Protein-based materials show a great deal of potential as catalysts, sensors, and optoelectronics, where the unique efficiency, selectivity, or activity of enzymes can be captured to improve the performance of these devices. However, careful control over the structure and orientation of the protein in three dimensions is required to improve transport through the devices, increase the density of active sites, and optimize the stability of the protein. We demonstrate self-assembly of globular protein-polymer conjugates into nanostructured phases as an elegant and simple method for structural control in bioelectronics. These conjugates may be conceptualized as deblock copolymers, where the first block is the globular protein and the second block is the synthetic polymer. In order to fundamentally investigate self-assembly in these complex block copolymer systems, a mutant of the red fluorescent protein mCherry was expressed in E. coli and site-specifically conjugated to a low polydispersity poly(N-isopropyl acrylamide) (PNIPAM) block using thiol-maleimide coupling to form a well-defined model globular protein-polymer diblock copolymer.

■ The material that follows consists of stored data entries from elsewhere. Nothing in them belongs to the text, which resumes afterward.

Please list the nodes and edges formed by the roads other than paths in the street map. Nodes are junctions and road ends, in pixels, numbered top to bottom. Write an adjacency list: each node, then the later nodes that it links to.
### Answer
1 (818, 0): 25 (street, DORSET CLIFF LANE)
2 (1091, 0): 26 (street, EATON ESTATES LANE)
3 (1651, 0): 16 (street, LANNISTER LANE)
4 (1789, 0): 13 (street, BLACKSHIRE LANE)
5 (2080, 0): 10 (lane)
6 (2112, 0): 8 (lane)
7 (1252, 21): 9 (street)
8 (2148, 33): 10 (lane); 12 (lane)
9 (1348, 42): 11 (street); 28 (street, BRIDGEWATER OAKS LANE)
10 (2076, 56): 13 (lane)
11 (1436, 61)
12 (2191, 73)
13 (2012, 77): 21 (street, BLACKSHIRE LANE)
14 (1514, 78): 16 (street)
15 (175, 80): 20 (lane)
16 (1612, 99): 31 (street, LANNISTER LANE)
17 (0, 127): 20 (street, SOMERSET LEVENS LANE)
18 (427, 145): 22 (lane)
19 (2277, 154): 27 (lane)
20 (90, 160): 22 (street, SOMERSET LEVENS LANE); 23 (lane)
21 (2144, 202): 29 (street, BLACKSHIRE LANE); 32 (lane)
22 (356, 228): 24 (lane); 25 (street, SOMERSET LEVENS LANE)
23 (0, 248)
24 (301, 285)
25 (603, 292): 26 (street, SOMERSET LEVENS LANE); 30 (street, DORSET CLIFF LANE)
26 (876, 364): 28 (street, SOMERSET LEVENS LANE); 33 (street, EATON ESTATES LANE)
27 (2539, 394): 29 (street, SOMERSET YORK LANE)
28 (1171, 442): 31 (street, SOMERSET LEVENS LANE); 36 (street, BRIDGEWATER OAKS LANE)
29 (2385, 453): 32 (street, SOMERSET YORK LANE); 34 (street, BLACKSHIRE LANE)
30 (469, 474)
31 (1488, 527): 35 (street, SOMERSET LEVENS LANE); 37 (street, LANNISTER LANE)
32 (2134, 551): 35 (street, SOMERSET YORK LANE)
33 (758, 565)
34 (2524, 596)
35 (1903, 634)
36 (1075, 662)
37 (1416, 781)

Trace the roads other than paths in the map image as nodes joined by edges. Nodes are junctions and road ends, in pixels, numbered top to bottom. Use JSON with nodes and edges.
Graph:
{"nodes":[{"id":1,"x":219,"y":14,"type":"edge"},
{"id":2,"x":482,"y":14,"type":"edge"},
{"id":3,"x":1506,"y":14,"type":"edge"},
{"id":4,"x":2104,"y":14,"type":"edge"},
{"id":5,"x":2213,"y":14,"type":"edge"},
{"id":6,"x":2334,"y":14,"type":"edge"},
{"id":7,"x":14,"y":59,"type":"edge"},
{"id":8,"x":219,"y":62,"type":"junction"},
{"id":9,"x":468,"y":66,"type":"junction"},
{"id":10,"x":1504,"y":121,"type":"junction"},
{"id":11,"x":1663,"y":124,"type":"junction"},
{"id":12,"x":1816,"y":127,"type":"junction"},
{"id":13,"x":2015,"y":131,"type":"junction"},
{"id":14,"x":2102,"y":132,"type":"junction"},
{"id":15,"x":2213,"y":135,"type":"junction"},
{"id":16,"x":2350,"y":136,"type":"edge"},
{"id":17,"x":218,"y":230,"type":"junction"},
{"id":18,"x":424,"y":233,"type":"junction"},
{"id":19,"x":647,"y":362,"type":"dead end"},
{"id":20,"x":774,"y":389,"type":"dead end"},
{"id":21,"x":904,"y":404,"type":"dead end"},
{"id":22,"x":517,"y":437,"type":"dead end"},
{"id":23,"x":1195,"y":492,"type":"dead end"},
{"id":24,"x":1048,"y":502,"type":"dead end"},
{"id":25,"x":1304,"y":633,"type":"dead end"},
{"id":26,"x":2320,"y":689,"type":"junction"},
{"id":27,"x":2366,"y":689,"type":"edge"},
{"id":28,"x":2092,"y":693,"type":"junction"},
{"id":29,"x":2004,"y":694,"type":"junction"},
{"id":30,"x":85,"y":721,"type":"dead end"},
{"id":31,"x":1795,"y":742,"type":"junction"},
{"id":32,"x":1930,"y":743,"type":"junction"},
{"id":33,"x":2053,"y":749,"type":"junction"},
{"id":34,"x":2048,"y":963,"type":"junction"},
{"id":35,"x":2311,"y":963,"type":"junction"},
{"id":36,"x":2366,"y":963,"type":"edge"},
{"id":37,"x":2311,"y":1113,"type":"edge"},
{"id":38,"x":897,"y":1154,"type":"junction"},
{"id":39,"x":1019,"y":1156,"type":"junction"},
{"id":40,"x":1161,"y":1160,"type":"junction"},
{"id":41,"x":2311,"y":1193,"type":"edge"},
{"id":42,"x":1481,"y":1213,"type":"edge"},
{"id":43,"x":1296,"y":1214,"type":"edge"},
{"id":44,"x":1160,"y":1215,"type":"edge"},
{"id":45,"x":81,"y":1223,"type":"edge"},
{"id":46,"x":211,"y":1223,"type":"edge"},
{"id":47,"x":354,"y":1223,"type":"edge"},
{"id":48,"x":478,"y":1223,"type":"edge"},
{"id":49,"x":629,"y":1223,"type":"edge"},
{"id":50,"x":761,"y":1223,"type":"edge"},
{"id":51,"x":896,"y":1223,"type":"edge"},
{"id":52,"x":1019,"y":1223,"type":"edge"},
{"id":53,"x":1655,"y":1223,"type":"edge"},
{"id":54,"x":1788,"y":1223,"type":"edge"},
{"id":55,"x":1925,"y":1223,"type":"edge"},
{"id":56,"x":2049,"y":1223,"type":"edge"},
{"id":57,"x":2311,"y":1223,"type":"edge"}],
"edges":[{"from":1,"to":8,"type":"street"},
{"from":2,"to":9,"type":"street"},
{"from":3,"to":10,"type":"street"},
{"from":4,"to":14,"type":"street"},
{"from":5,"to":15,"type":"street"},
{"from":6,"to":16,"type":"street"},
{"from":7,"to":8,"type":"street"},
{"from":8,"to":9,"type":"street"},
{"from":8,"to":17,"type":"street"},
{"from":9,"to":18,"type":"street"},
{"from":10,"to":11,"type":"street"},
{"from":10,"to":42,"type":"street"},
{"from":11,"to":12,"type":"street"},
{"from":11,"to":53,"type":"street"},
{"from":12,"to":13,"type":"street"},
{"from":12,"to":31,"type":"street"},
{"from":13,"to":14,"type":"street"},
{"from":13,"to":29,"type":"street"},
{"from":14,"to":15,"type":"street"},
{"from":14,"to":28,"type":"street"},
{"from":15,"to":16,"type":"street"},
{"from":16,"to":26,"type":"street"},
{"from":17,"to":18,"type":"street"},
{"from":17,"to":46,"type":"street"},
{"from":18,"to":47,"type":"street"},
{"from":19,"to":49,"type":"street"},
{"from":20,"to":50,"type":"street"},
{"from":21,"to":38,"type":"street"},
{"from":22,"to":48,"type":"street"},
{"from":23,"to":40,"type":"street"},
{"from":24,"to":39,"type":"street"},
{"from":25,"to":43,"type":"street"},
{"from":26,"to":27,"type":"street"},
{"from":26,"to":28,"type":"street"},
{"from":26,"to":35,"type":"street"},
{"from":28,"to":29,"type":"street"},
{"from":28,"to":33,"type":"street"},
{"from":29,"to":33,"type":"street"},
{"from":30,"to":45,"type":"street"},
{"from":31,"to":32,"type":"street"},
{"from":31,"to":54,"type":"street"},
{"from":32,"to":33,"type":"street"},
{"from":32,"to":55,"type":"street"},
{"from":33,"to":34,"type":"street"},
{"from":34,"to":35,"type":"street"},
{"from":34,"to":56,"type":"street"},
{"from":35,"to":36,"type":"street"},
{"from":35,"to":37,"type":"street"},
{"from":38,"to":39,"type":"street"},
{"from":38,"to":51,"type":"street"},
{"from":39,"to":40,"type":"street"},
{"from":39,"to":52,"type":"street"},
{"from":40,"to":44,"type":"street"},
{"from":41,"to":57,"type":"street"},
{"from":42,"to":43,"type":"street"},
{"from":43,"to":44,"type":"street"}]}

Functional protein materials are obtained by solvent evaporation in order to access different pathways toward self-assembly using polymer-selective, non-selective, and protein-selective solvents. Similarly, solvent annealing using these different conditions is exploited as a means to both improve ordering and explore the thermodynamic stability of the ascast nanostructures. Small angle X-ray scattering and transmission electron microscopy are used to explore the dependence of nanostructure formation on processing conditions and the molecular weight of the PNIPAM block. Wide angle X-ray scattering demonstrates that diblock copolymer self-assembly results in a noncrystalline structure within the protein nanodomains. Circular dichroism, UV/Vis spectroscopy, and Fourier transform infra-red (FTIR) spectroscopy show that a large fraction of the protein remains in its folded and active state after conjugation. The effect of coil fraction and hydrogen bonding additives on maintaining protein activity within nanostructured phases is also explored, demonstrating methods for fabricating structures with both a high protein density and a high fraction of active protein. The effect of plasticizing additives on thermal and chemical stability was also explored, illustrating the ability of these materials to dramatically enhance the stability of proteins in polymeric materials.

Phase diagrams for these materials have been prepared as a function of coil fraction and water content in the materials, providing insight into the type of self-assembled nanostructures that may be formed. Small-angle light scattering allows quantitative measurement of solvent-mediated interactions between the different components of the diblock copolymers, enabling a fundamental understanding of the relationship between molecular interactions and self-assembly. In addition, comparison of mCherry-b-PNIPAM diblocks with diblocks that incorporate green fluorescent protein (GFP-b-PNIPAM) enables the effects of protein shape and protein-protein interactions in these systems to be understood. Together, these results begin to lay a foundation for understanding the general principles of self-assembly in block copolymers containing globular proteins.